§ **What is required**:
Write out exactly the lines of the material below, beginning at the top and ending at the line that contains "c->drawRoundRect(SkRect::MakeXYWH(793.5,48.5,51,42),21,21,p);".
#####
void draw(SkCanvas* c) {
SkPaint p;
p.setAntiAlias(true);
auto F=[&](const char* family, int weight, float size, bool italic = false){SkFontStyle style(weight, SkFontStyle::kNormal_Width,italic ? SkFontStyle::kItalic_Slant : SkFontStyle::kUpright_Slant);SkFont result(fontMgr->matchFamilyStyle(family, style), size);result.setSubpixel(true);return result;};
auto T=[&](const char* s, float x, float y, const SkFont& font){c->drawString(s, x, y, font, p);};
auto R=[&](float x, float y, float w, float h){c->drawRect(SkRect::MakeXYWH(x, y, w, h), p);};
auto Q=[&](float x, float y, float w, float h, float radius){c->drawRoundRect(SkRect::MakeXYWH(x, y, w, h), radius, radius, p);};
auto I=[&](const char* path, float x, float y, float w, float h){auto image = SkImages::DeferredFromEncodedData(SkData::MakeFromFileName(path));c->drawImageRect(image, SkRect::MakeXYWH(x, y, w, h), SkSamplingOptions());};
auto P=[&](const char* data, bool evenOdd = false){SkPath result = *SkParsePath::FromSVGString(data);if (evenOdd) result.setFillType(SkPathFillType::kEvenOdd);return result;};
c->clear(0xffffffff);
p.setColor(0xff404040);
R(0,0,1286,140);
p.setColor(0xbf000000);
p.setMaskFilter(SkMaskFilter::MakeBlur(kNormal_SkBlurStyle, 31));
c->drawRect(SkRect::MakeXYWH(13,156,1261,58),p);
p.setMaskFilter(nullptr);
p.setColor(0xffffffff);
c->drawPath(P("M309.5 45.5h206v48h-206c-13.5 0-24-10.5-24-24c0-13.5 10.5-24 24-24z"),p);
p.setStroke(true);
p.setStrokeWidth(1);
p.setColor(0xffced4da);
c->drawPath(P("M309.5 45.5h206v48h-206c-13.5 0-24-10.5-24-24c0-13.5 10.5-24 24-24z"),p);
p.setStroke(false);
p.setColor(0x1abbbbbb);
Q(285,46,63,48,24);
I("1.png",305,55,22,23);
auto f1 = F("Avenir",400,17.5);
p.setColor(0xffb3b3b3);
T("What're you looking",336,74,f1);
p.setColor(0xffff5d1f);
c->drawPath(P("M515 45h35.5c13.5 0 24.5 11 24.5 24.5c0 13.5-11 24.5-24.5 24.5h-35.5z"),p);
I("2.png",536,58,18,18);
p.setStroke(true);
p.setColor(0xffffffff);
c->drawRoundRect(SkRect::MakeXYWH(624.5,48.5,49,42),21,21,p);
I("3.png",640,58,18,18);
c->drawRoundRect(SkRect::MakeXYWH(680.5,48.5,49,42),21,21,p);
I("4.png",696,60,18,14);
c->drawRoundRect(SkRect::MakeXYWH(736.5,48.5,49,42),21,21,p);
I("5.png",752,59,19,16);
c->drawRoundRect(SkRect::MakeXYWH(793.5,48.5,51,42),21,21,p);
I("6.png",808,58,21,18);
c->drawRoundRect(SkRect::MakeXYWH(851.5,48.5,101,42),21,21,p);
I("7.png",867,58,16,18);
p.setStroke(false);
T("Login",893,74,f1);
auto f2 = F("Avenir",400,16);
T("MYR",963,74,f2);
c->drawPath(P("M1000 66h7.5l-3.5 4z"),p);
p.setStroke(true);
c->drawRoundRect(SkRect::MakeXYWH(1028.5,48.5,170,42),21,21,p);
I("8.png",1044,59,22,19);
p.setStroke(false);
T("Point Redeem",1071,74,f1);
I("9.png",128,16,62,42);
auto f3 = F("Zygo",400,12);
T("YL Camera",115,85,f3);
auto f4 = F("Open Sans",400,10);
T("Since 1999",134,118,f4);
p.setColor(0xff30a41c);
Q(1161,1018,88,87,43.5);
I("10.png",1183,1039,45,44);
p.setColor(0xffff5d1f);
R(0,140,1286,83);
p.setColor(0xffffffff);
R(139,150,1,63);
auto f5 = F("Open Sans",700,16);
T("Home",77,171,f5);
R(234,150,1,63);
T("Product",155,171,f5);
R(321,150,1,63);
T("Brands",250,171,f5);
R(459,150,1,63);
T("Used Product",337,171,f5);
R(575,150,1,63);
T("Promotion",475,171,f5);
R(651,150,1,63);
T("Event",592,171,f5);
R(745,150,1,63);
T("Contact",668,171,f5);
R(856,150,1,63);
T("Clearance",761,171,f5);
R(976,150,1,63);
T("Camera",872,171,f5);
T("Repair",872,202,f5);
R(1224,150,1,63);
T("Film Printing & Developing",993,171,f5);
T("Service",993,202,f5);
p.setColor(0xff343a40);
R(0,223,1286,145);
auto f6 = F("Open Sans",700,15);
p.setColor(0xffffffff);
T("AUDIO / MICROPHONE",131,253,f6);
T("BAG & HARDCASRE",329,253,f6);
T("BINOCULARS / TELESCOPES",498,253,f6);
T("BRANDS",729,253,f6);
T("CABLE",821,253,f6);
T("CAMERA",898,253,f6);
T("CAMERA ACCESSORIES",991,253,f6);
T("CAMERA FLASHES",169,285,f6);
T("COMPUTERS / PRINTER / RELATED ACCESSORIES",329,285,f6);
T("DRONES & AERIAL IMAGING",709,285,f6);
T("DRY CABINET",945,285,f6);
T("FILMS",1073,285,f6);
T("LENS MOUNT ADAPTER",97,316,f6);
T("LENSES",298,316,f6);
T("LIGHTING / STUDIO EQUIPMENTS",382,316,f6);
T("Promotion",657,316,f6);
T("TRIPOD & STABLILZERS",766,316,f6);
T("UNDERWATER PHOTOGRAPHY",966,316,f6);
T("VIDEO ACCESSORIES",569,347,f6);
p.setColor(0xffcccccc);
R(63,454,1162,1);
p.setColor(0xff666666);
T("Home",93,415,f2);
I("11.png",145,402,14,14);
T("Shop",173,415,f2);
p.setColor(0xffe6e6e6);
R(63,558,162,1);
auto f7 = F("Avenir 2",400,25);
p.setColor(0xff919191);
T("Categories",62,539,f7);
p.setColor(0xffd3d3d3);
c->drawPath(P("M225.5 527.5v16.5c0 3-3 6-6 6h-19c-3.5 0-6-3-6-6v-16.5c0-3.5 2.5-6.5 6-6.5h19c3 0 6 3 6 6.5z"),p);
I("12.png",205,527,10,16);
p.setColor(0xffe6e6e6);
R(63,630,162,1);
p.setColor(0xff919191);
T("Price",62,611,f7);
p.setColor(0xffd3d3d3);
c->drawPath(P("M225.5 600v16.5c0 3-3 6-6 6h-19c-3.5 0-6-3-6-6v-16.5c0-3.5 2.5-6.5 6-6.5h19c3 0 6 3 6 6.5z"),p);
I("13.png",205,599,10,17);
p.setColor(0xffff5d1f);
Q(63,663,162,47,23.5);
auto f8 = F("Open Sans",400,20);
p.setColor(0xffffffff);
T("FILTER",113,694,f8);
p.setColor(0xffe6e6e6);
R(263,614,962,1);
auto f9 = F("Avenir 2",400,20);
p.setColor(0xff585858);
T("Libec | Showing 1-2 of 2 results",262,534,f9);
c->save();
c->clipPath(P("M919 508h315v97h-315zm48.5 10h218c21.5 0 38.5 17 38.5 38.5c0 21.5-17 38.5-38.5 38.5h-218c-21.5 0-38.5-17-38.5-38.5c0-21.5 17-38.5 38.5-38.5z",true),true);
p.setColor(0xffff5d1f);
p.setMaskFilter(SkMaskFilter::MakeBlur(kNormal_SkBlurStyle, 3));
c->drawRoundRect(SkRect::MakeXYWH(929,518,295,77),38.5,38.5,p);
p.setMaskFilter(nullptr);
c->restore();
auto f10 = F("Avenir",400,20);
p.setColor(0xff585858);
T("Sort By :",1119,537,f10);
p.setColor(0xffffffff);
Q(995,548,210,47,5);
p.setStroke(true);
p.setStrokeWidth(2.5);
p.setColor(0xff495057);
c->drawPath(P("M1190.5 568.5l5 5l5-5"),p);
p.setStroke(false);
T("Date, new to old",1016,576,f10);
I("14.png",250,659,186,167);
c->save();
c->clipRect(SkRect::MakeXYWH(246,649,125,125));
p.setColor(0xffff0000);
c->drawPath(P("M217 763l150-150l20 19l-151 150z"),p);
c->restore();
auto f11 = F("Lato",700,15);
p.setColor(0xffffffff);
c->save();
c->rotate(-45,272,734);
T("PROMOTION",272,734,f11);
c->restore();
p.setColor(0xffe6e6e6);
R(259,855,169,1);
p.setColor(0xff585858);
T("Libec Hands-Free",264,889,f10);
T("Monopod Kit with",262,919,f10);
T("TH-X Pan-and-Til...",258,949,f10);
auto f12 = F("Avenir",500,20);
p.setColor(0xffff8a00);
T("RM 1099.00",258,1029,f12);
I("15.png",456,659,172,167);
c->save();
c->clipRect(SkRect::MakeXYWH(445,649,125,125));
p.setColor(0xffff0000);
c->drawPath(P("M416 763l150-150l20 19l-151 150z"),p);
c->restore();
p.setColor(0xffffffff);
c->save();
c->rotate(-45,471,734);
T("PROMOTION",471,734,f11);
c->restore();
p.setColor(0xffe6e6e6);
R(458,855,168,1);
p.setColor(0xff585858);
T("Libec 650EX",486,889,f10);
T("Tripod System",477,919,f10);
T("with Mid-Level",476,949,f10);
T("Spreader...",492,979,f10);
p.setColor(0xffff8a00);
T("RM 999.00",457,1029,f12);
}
#####
§ **Response for this exercise**:
void draw(SkCanvas* c) {
SkPaint p;
p.setAntiAlias(true);
auto F=[&](const char* family, int weight, float size, bool italic = false){SkFontStyle style(weight, SkFontStyle::kNormal_Width,italic ? SkFontStyle::kItalic_Slant : SkFontStyle::kUpright_Slant);SkFont result(fontMgr->matchFamilyStyle(family, style), size);result.setSubpixel(true);return result;};
auto T=[&](const char* s, float x, float y, const SkFont& font){c->drawString(s, x, y, font, p);};
auto R=[&](float x, float y, float w, float h){c->drawRect(SkRect::MakeXYWH(x, y, w, h), p);};
auto Q=[&](float x, float y, float w, float h, float radius){c->drawRoundRect(SkRect::MakeXYWH(x, y, w, h), radius, radius, p);};
auto I=[&](const char* path, float x, float y, float w, float h){auto image = SkImages::DeferredFromEncodedData(SkData::MakeFromFileName(path));c->drawImageRect(image, SkRect::MakeXYWH(x, y, w, h), SkSamplingOptions());};
auto P=[&](const char* data, bool evenOdd = false){SkPath result = *SkParsePath::FromSVGString(data);if (evenOdd) result.setFillType(SkPathFillType::kEvenOdd);return result;};
c->clear(0xffffffff);
p.setColor(0xff404040);
R(0,0,1286,140);
p.setColor(0xbf000000);
p.setMaskFilter(SkMaskFilter::MakeBlur(kNormal_SkBlurStyle, 31));
c->drawRect(SkRect::MakeXYWH(13,156,1261,58),p);
p.setMaskFilter(nullptr);
p.setColor(0xffffffff);
c->drawPath(P("M309.5 45.5h206v48h-206c-13.5 0-24-10.5-24-24c0-13.5 10.5-24 24-24z"),p);
p.setStroke(true);
p.setStrokeWidth(1);
p.setColor(0xffced4da);
c->drawPath(P("M309.5 45.5h206v48h-206c-13.5 0-24-10.5-24-24c0-13.5 10.5-24 24-24z"),p);
p.setStroke(false);
p.setColor(0x1abbbbbb);
Q(285,46,63,48,24);
I("1.png",305,55,22,23);
auto f1 = F("Avenir",400,17.5);
p.setColor(0xffb3b3b3);
T("What're you looking",336,74,f1);
p.setColor(0xffff5d1f);
c->drawPath(P("M515 45h35.5c13.5 0 24.5 11 24.5 24.5c0 13.5-11 24.5-24.5 24.5h-35.5z"),p);
I("2.png",536,58,18,18);
p.setStroke(true);
p.setColor(0xffffffff);
c->drawRoundRect(SkRect::MakeXYWH(624.5,48.5,49,42),21,21,p);
I("3.png",640,58,18,18);
c->drawRoundRect(SkRect::MakeXYWH(680.5,48.5,49,42),21,21,p);
I("4.png",696,60,18,14);
c->drawRoundRect(SkRect::MakeXYWH(736.5,48.5,49,42),21,21,p);
I("5.png",752,59,19,16);
c->drawRoundRect(SkRect::MakeXYWH(793.5,48.5,51,42),21,21,p);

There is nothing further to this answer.